-- RECORDS FOR THE EXERCISE --

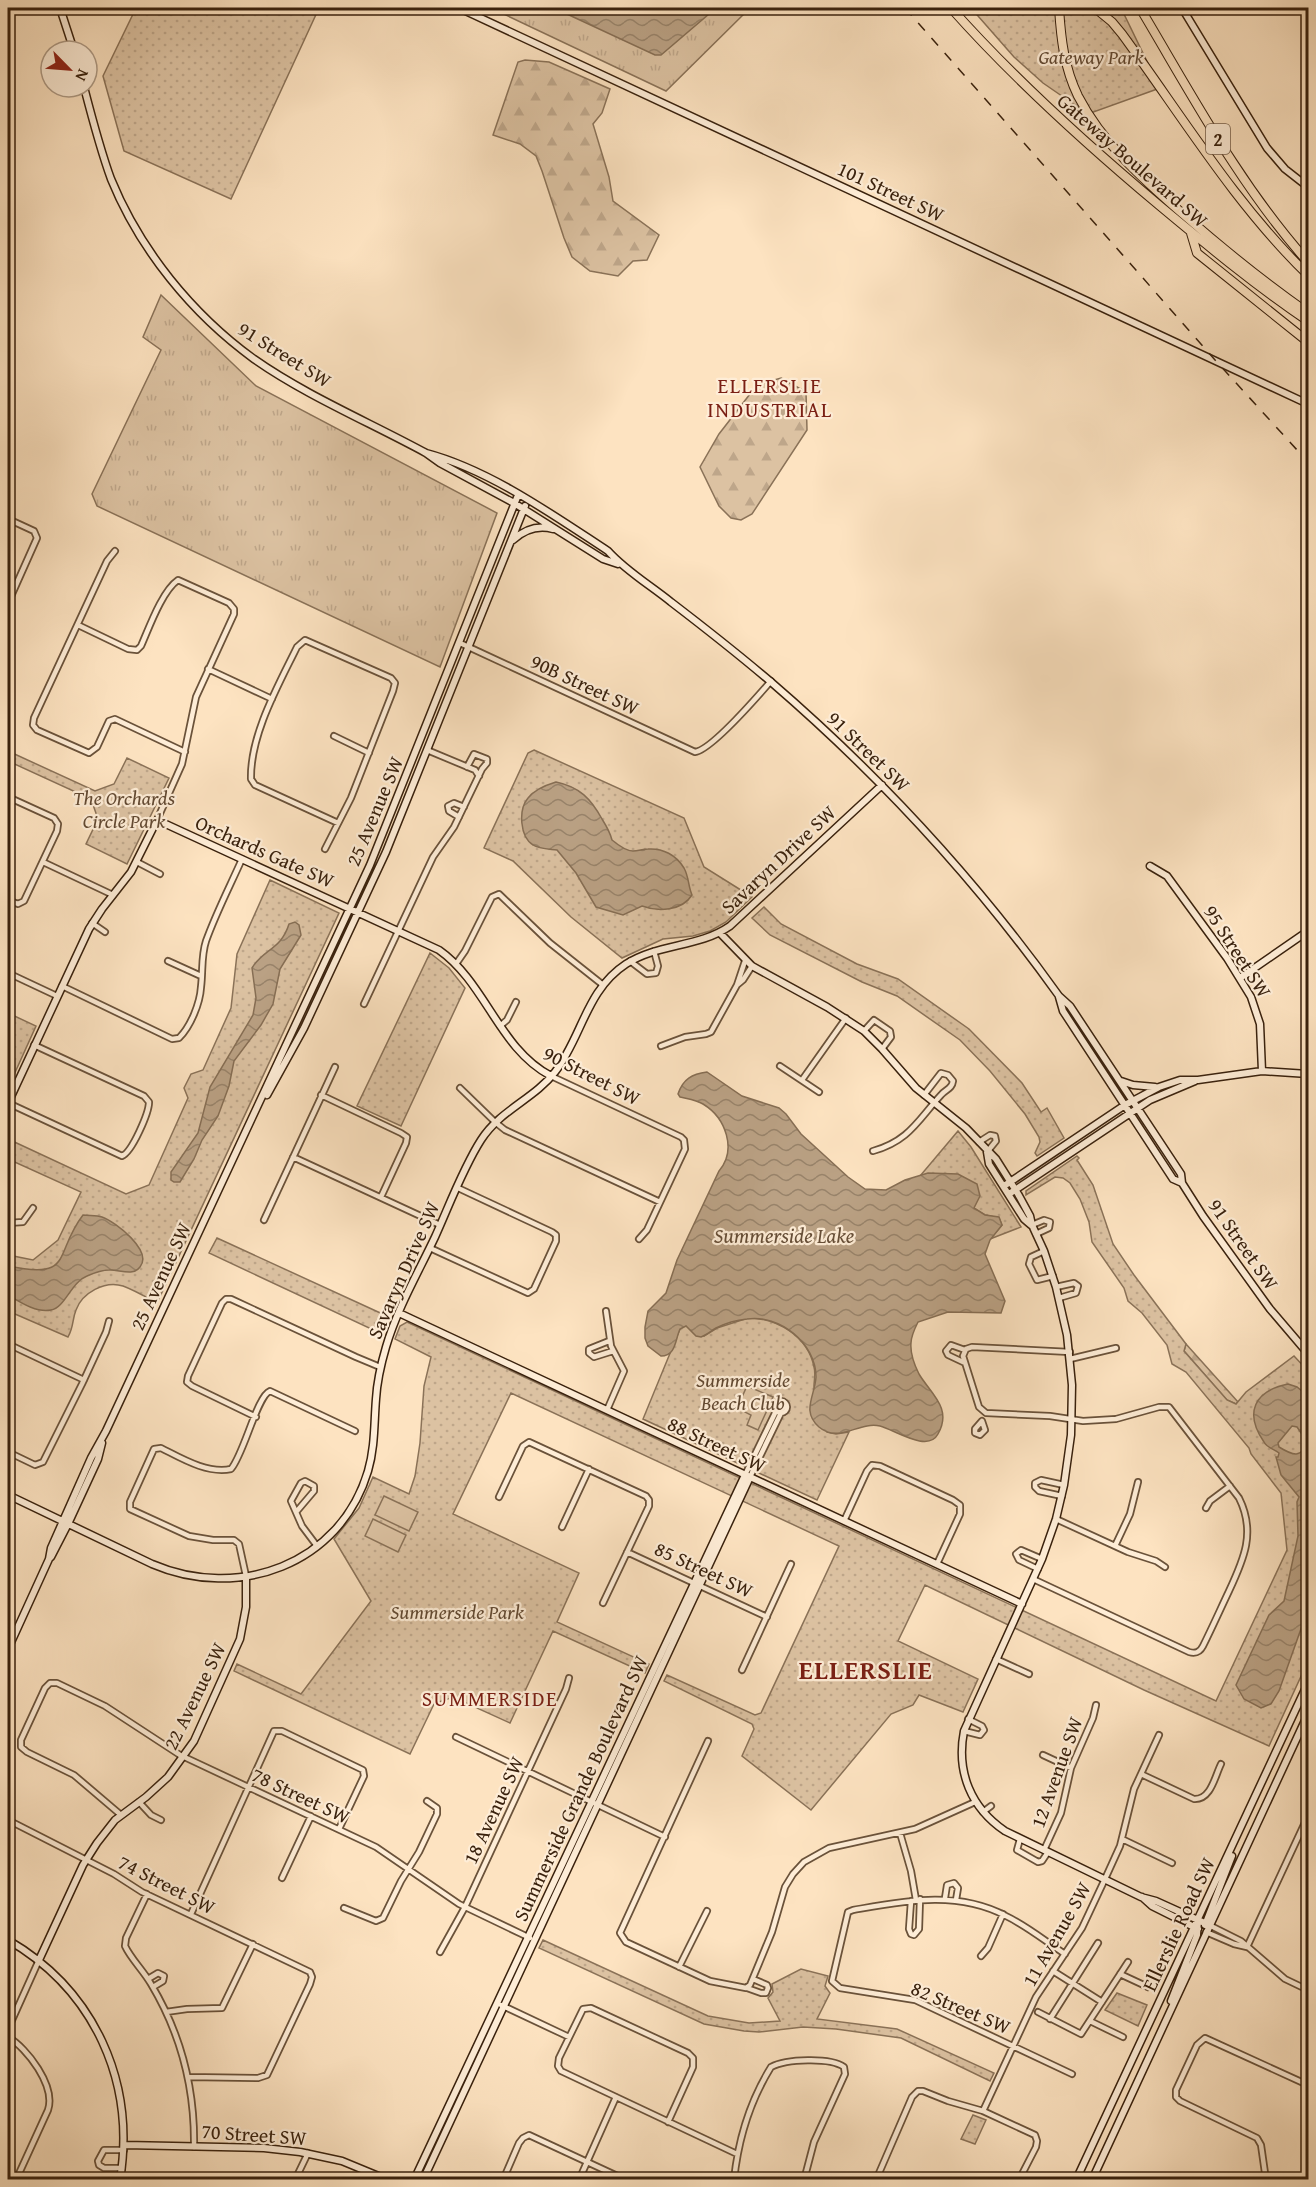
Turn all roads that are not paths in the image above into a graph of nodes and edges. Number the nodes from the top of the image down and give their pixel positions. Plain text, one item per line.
1 (60, 8) edge
2 (459, 8) edge
3 (951, 8) edge
4 (1059, 8) edge
5 (1095, 8) edge
6 (1140, 8) edge
7 (1182, 8) edge
8 (70, 39) edge
9 (87, 99) edge
10 (1308, 186) edge
11 (1191, 232) junction
12 (1308, 262) edge
13 (1308, 275) edge
14 (1308, 313) edge
15 (1308, 321) edge
16 (1308, 342) edge
17 (1308, 404) edge
18 (426, 453) junction
19 (518, 495) junction
20 (528, 501) junction
21 (514, 503) junction
22 (524, 508) junction
23 (8, 519) edge
24 (566, 534) junction
25 (510, 543) junction
26 (115, 551) dead end
27 (621, 566) junction
28 (8, 603) edge
29 (78, 625) junction
30 (460, 643) junction
31 (468, 647) junction
32 (208, 669) junction
33 (771, 681) junction
34 (272, 699) junction
35 (334, 736) dead end
36 (427, 750) junction
37 (185, 752) junction
38 (369, 753) junction
39 (467, 766) junction
40 (479, 776) junction
41 (882, 785) junction
42 (8, 797) edge
43 (464, 807) junction
44 (459, 817) junction
45 (157, 820) junction
46 (338, 824) junction
47 (325, 849) dead end
48 (242, 859) junction
49 (43, 862) junction
50 (137, 862) junction
51 (1150, 866) dead end
52 (160, 874) dead end
53 (113, 895) junction
54 (8, 900) edge
55 (350, 908) junction
56 (359, 912) junction
57 (92, 923) junction
58 (399, 931) junction
59 (1308, 931) edge
60 (105, 932) dead end
61 (720, 933) junction
62 (654, 951) junction
63 (168, 961) dead end
64 (630, 961) junction
65 (745, 961) junction
66 (456, 964) junction
67 (752, 966) junction
68 (8, 973) edge
69 (201, 976) junction
70 (1240, 978) junction
71 (603, 985) junction
72 (737, 985) junction
73 (62, 986) junction
74 (57, 996) junction
75 (1059, 996) junction
76 (516, 1002) dead end
77 (364, 1004) dead end
78 (846, 1018) junction
79 (500, 1026) junction
80 (864, 1031) junction
81 (34, 1045) junction
82 (661, 1046) dead end
83 (882, 1048) junction
84 (780, 1066) dead end
85 (335, 1067) dead end
86 (1262, 1071) junction
87 (1308, 1074) edge
88 (551, 1076) junction
89 (802, 1080) junction
90 (1198, 1080) junction
91 (1120, 1081) junction
92 (1159, 1087) junction
93 (460, 1088) dead end
94 (819, 1092) dead end
95 (321, 1095) junction
96 (924, 1095) junction
97 (1133, 1100) junction
98 (8, 1103) edge
99 (935, 1103) junction
100 (1125, 1105) junction
101 (1138, 1108) junction
102 (1130, 1113) junction
103 (495, 1122) junction
104 (244, 1134) junction
105 (979, 1142) junction
106 (873, 1151) dead end
107 (987, 1152) junction
108 (293, 1157) junction
109 (1010, 1182) junction
110 (1182, 1183) junction
111 (1004, 1186) junction
112 (458, 1188) junction
113 (1015, 1189) junction
114 (1009, 1194) junction
115 (381, 1197) junction
116 (660, 1202) junction
117 (33, 1208) dead end
118 (264, 1220) dead end
119 (8, 1222) edge
120 (1032, 1225) junction
121 (440, 1226) junction
122 (1036, 1234) junction
123 (639, 1239) dead end
124 (430, 1248) junction
125 (1044, 1251) junction
126 (1053, 1276) junction
127 (1056, 1287) junction
128 (1059, 1298) junction
129 (606, 1311) dead end
130 (399, 1313) junction
131 (109, 1321) dead end
132 (609, 1341) junction
133 (8, 1344) edge
134 (1116, 1348) dead end
135 (965, 1350) junction
136 (613, 1351) junction
137 (1307, 1351) edge
138 (1070, 1355) junction
139 (1308, 1360) edge
140 (965, 1363) junction
141 (380, 1367) junction
142 (84, 1380) junction
143 (607, 1410) junction
144 (779, 1412) dead end
145 (984, 1412) junction
146 (256, 1417) junction
147 (1072, 1420) junction
148 (982, 1421) dead end
149 (355, 1431) dead end
150 (8, 1452) edge
151 (589, 1469) junction
152 (748, 1476) junction
153 (1138, 1482) dead end
154 (1064, 1485) junction
155 (1230, 1486) junction
156 (8, 1496) edge
157 (1062, 1496) junction
158 (499, 1497) dead end
159 (1206, 1508) dead end
160 (297, 1511) junction
161 (1056, 1519) junction
162 (844, 1521) junction
163 (66, 1523) junction
164 (562, 1527) dead end
165 (316, 1546) junction
166 (1115, 1546) junction
167 (627, 1552) junction
168 (1042, 1559) junction
169 (791, 1564) dead end
170 (937, 1564) junction
171 (1165, 1567) dead end
172 (1038, 1569) junction
173 (246, 1578) junction
174 (1033, 1579) junction
175 (694, 1583) junction
176 (701, 1586) junction
177 (603, 1603) dead end
178 (1022, 1604) junction
179 (767, 1617) junction
180 (8, 1649) edge
181 (996, 1659) junction
182 (742, 1670) dead end
183 (1029, 1674) dead end
184 (569, 1678) dead end
185 (1308, 1683) edge
186 (1096, 1705) dead end
187 (1308, 1714) edge
188 (968, 1719) junction
189 (964, 1731) junction
190 (1159, 1735) dead end
191 (456, 1737) dead end
192 (708, 1741) dead end
193 (1043, 1755) dead end
194 (184, 1757) junction
195 (1221, 1764) dead end
196 (1071, 1768) junction
197 (528, 1771) junction
198 (1141, 1774) junction
199 (249, 1788) junction
200 (427, 1801) dead end
201 (139, 1802) junction
202 (975, 1802) junction
203 (594, 1804) junction
204 (991, 1806) dead end
205 (982, 1812) junction
206 (121, 1815) junction
207 (311, 1816) junction
208 (1308, 1816) edge
209 (8, 1820) edge
210 (161, 1820) dead end
211 (339, 1829) junction
212 (900, 1833) junction
213 (1239, 1833) junction
214 (665, 1837) junction
215 (1020, 1839) junction
216 (1122, 1839) junction
217 (1046, 1851) junction
218 (86, 1860) junction
219 (1172, 1863) dead end
220 (409, 1868) junction
221 (282, 1878) dead end
222 (1105, 1879) junction
223 (147, 1894) junction
224 (1141, 1897) junction
225 (945, 1898) junction
226 (916, 1900) junction
227 (956, 1900) junction
228 (465, 1906) junction
229 (344, 1908) dead end
230 (707, 1911) dead end
231 (191, 1914) junction
232 (1003, 1914) junction
233 (1197, 1920) junction
234 (1207, 1924) junction
235 (1196, 1928) junction
236 (1206, 1932) junction
237 (532, 1939) junction
238 (8, 1940) edge
239 (1098, 1943) dead end
240 (253, 1944) junction
241 (1247, 1947) junction
242 (440, 1952) dead end
243 (1065, 1954) junction
244 (981, 1956) dead end
245 (39, 1960) junction
246 (1128, 1962) dead end
247 (679, 1967) junction
248 (1053, 1971) junction
249 (1120, 1974) junction
250 (753, 1978) junction
251 (1308, 1978) edge
252 (148, 1979) junction
253 (1072, 1983) junction
254 (153, 1987) junction
255 (1148, 1987) dead end
256 (747, 1988) junction
257 (1306, 1989) edge
258 (1101, 2002) junction
259 (501, 2005) junction
260 (166, 2012) junction
261 (1038, 2012) dead end
262 (1050, 2019) junction
263 (1166, 2019) junction
264 (1090, 2021) junction
265 (8, 2029) edge
266 (8, 2037) edge
267 (569, 2037) junction
268 (1123, 2037) dead end
269 (1013, 2046) junction
270 (1072, 2074) dead end
271 (188, 2077) junction
272 (1308, 2085) edge
273 (616, 2097) junction
274 (983, 2111) junction
275 (668, 2122) junction
276 (194, 2146) junction
277 (124, 2147) junction
278 (308, 2153) junction
279 (737, 2154) junction
280 (587, 2161) junction
281 (122, 2168) junction
282 (378, 2178) edge
283 (954, 2179) edge
284 (16, 2180) edge
285 (120, 2180) edge
286 (295, 2180) edge
287 (388, 2180) edge
288 (414, 2180) edge
289 (423, 2180) edge
290 (503, 2180) edge
291 (579, 2180) edge
292 (626, 2180) edge
293 (734, 2180) edge
294 (804, 2180) edge
295 (876, 2180) edge
296 (963, 2180) edge
297 (1019, 2180) edge
298 (1078, 2180) edge
299 (1092, 2180) edge
300 (1266, 2180) edge

1 - 8 street
2 - 17 street, 101 Street SW
3 - 11 highway, Gateway Boulevard SW
4 - 14 highway
5 - 13 highway
6 - 12 highway, 2
7 - 10 street
9 - 18 street, 91 Street SW
11 - 15 highway, Gateway Boulevard SW
11 - 16 highway
18 - 19 street, 91 Street SW
18 - 21 street, 91 Street SW
19 - 20 street, 91 Street SW
19 - 21 street, 25 Avenue SW
20 - 22 street, 25 Avenue SW
20 - 27 street, 91 Street SW
21 - 22 street, 91 Street SW
21 - 30 street, 25 Avenue SW
22 - 24 street, 91 Street SW
22 - 25 street, 25 Avenue SW
23 - 28 street
24 - 25 street
24 - 27 street, 91 Street SW
25 - 31 street, 25 Avenue SW
26 - 29 street
27 - 33 street, 91 Street SW
29 - 32 street
29 - 37 street
30 - 31 street, 90B Street SW
30 - 55 street, 25 Avenue SW
31 - 33 street, 90B Street SW
31 - 36 street, 25 Avenue SW
32 - 34 street
32 - 37 street
33 - 41 street, 91 Street SW
34 - 38 street
34 - 46 street
35 - 38 street
36 - 39 street
36 - 56 street, 25 Avenue SW
37 - 45 street
38 - 46 street
39 - 40 street
39 - 40 street
40 - 43 street
41 - 61 street, Savaryn Drive SW
41 - 75 street, 91 Street SW
42 - 49 street
43 - 44 street
43 - 44 street
44 - 58 street
45 - 48 street, Orchards Gate SW
45 - 50 street
46 - 47 street
48 - 55 street, Orchards Gate SW
48 - 69 street
49 - 53 street
49 - 54 street
50 - 52 street
50 - 53 street
51 - 70 street, 95 Street SW
53 - 57 street
55 - 56 street, Orchards Gate SW
55 - 104 street, 25 Avenue SW
56 - 58 street, 90 Street SW
56 - 104 street, 25 Avenue SW
57 - 60 street
57 - 73 street
58 - 66 street, 90 Street SW
58 - 77 street
59 - 70 street
61 - 62 street, Savaryn Drive SW
61 - 65 street
62 - 64 street, Savaryn Drive SW
62 - 64 street
63 - 69 street
64 - 71 street, Savaryn Drive SW
65 - 67 street
65 - 72 street
66 - 71 street
66 - 79 street, 90 Street SW
67 - 72 street
67 - 78 street
68 - 74 street
69 - 73 street
70 - 86 street, 95 Street SW
71 - 88 street, Savaryn Drive SW
72 - 82 street
73 - 74 street
74 - 81 street
75 - 91 street, 91 Street SW
75 - 100 street, 91 Street SW
76 - 79 street
78 - 80 street
78 - 89 street
79 - 88 street, 90 Street SW
80 - 83 street
80 - 83 street
81 - 98 street
81 - 98 street
83 - 96 street
84 - 89 street
85 - 95 street
86 - 87 street
86 - 90 street
88 - 103 street, Savaryn Drive SW
88 - 116 street, 90 Street SW
89 - 94 street
90 - 92 street
90 - 101 street
91 - 92 street
91 - 97 street, 91 Street SW
92 - 97 street
93 - 103 street
95 - 108 street
95 - 115 street
96 - 99 street
96 - 99 street
97 - 100 street
97 - 101 street, 91 Street SW
99 - 105 street
99 - 106 street
100 - 102 street, 91 Street SW
100 - 109 street
101 - 102 street
101 - 110 street, 91 Street SW
102 - 110 street, 91 Street SW
102 - 113 street
103 - 112 street, Savaryn Drive SW
103 - 116 street
104 - 163 street, 25 Avenue SW
105 - 107 street
105 - 107 street
107 - 109 street
107 - 111 street
108 - 115 street
108 - 118 street
109 - 111 street
109 - 113 street
110 - 137 street, 91 Street SW
111 - 114 street
112 - 121 street, Savaryn Drive SW
112 - 124 street
113 - 114 street
113 - 120 street
114 - 120 street
115 - 121 street
116 - 123 street, 90 Street SW
117 - 119 street
120 - 122 street
120 - 122 street
121 - 124 street, Savaryn Drive SW
122 - 125 street
124 - 130 street, Savaryn Drive SW
125 - 126 street
125 - 126 street
126 - 127 street
127 - 128 street
127 - 128 street
128 - 138 street
129 - 132 street
130 - 141 street, Savaryn Drive SW
130 - 143 street, 88 Street SW
131 - 142 street
132 - 136 street
132 - 136 street
133 - 142 street
134 - 138 street
135 - 138 street
135 - 140 street
135 - 140 street
136 - 143 street
137 - 139 street, 91 Street SW
138 - 147 street
140 - 145 street
141 - 146 street
141 - 165 street, Savaryn Drive SW
142 - 150 street
143 - 152 street, 88 Street SW
144 - 152 street, Summerside Grande Boulevard SW
145 - 147 street
145 - 148 street
146 - 149 street
146 - 173 street, 22 Avenue SW
147 - 154 street
147 - 155 street
151 - 158 street
151 - 164 street
151 - 167 street
152 - 162 street, 88 Street SW
152 - 175 street, Summerside Grande Boulevard SW
152 - 176 street, Summerside Grande Boulevard SW
153 - 166 street
154 - 157 street
154 - 157 street
155 - 159 street
155 - 174 street
156 - 163 street, Savaryn Drive SW
157 - 161 street
160 - 160 street
160 - 165 street
161 - 166 street
161 - 168 street
162 - 170 street, 88 Street SW
162 - 170 street
163 - 173 street, Savaryn Drive SW
163 - 180 street, 25 Avenue SW
165 - 173 street, Savaryn Drive SW
166 - 171 street
167 - 175 street, 85 Street SW
167 - 177 street
168 - 172 street
168 - 172 street
169 - 179 street
170 - 178 street, 88 Street SW
172 - 174 street
173 - 194 street, 22 Avenue SW
174 - 178 street
175 - 176 street, 85 Street SW
175 - 203 street, Summerside Grande Boulevard SW
176 - 179 street, 85 Street SW
176 - 203 street, Summerside Grande Boulevard SW
178 - 181 street
179 - 182 street
181 - 183 street
181 - 188 street
184 - 197 street, 18 Avenue SW
185 - 213 street, Ellerslie Road SW
186 - 196 street, 12 Avenue SW
187 - 234 street, Ellerslie Road SW
188 - 189 street
188 - 189 street
189 - 202 street
190 - 198 street, 11 Avenue SW
191 - 197 street
192 - 214 street
193 - 196 street
194 - 199 street, 78 Street SW
194 - 201 street, 22 Avenue SW
194 - 206 street, 78 Street SW
195 - 198 street
196 - 217 street, 12 Avenue SW
197 - 203 street
197 - 228 street, 18 Avenue SW
198 - 216 street, 11 Avenue SW
199 - 207 street, 78 Street SW
199 - 211 street
199 - 231 street
200 - 220 street
201 - 206 street, 22 Avenue SW
201 - 210 street
202 - 205 street
202 - 212 street
203 - 214 street
203 - 237 street, Summerside Grande Boulevard SW
204 - 205 street
205 - 215 street
206 - 218 street, 22 Avenue SW
207 - 211 street, 78 Street SW
207 - 221 street
208 - 241 street
209 - 218 street, 74 Street SW
211 - 220 street, 78 Street SW
212 - 226 street
212 - 250 street
213 - 233 street, Ellerslie Road SW
213 - 234 street
214 - 247 street
215 - 217 street
215 - 217 street
216 - 219 street
216 - 222 street, 11 Avenue SW
217 - 222 street
218 - 223 street, 74 Street SW
218 - 245 street, 22 Avenue SW
220 - 228 street, 78 Street SW
220 - 229 street
222 - 224 street
222 - 243 street, 11 Avenue SW
223 - 231 street, 74 Street SW
223 - 252 street
224 - 233 street
224 - 235 street
225 - 226 street
225 - 227 street
225 - 227 street
226 - 226 street
226 - 269 street, 82 Street SW
227 - 232 street
228 - 237 street, 78 Street SW
228 - 242 street, 18 Avenue SW
230 - 247 street
231 - 240 street, 74 Street SW
232 - 243 street
232 - 244 street
233 - 234 street
233 - 235 street
234 - 236 street
234 - 241 street
235 - 236 street
235 - 263 street
235 - 298 street, Ellerslie Road SW
236 - 241 street
236 - 263 street, Ellerslie Road SW
237 - 259 street, Summerside Grande Boulevard SW
238 - 245 street
239 - 253 street
240 - 260 street
240 - 271 street, 74 Street SW
241 - 257 street
243 - 248 street, 11 Avenue SW
245 - 265 street, 22 Avenue SW
245 - 277 street
246 - 249 street
247 - 256 street
248 - 253 street
248 - 269 street, 11 Avenue SW
249 - 255 street
249 - 258 street
250 - 256 street
250 - 256 street
251 - 257 street
252 - 254 street
252 - 254 street
253 - 258 street
253 - 262 street
254 - 260 street
258 - 264 street
259 - 267 street
259 - 288 street, Summerside Grande Boulevard SW
259 - 289 street, Summerside Grande Boulevard SW
260 - 271 street
261 - 262 street
262 - 264 street
263 - 299 street, Ellerslie Road SW
264 - 268 street
266 - 284 street
267 - 273 street
267 - 275 street
269 - 270 street, 82 Street SW
269 - 274 street, 11 Avenue SW
271 - 276 street
272 - 300 street
273 - 275 street
273 - 280 street
274 - 295 street
274 - 297 street
275 - 279 street
276 - 277 street, 70 Street SW
276 - 278 street, 70 Street SW
277 - 281 street
277 - 281 street
278 - 282 street, 70 Street SW
278 - 286 street
279 - 293 street
279 - 294 street
280 - 290 street
280 - 291 street
280 - 292 street
281 - 285 street
282 - 287 street, 70 Street SW
283 - 296 street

-- ABOUT THIS TASK --
Lines with "Grande" in the records above: copy every one of them.

-- YOUR RESPONSE --
144 - 152 street, Summerside Grande Boulevard SW
152 - 175 street, Summerside Grande Boulevard SW
152 - 176 street, Summerside Grande Boulevard SW
175 - 203 street, Summerside Grande Boulevard SW
176 - 203 street, Summerside Grande Boulevard SW
203 - 237 street, Summerside Grande Boulevard SW
237 - 259 street, Summerside Grande Boulevard SW
259 - 288 street, Summerside Grande Boulevard SW
259 - 289 street, Summerside Grande Boulevard SW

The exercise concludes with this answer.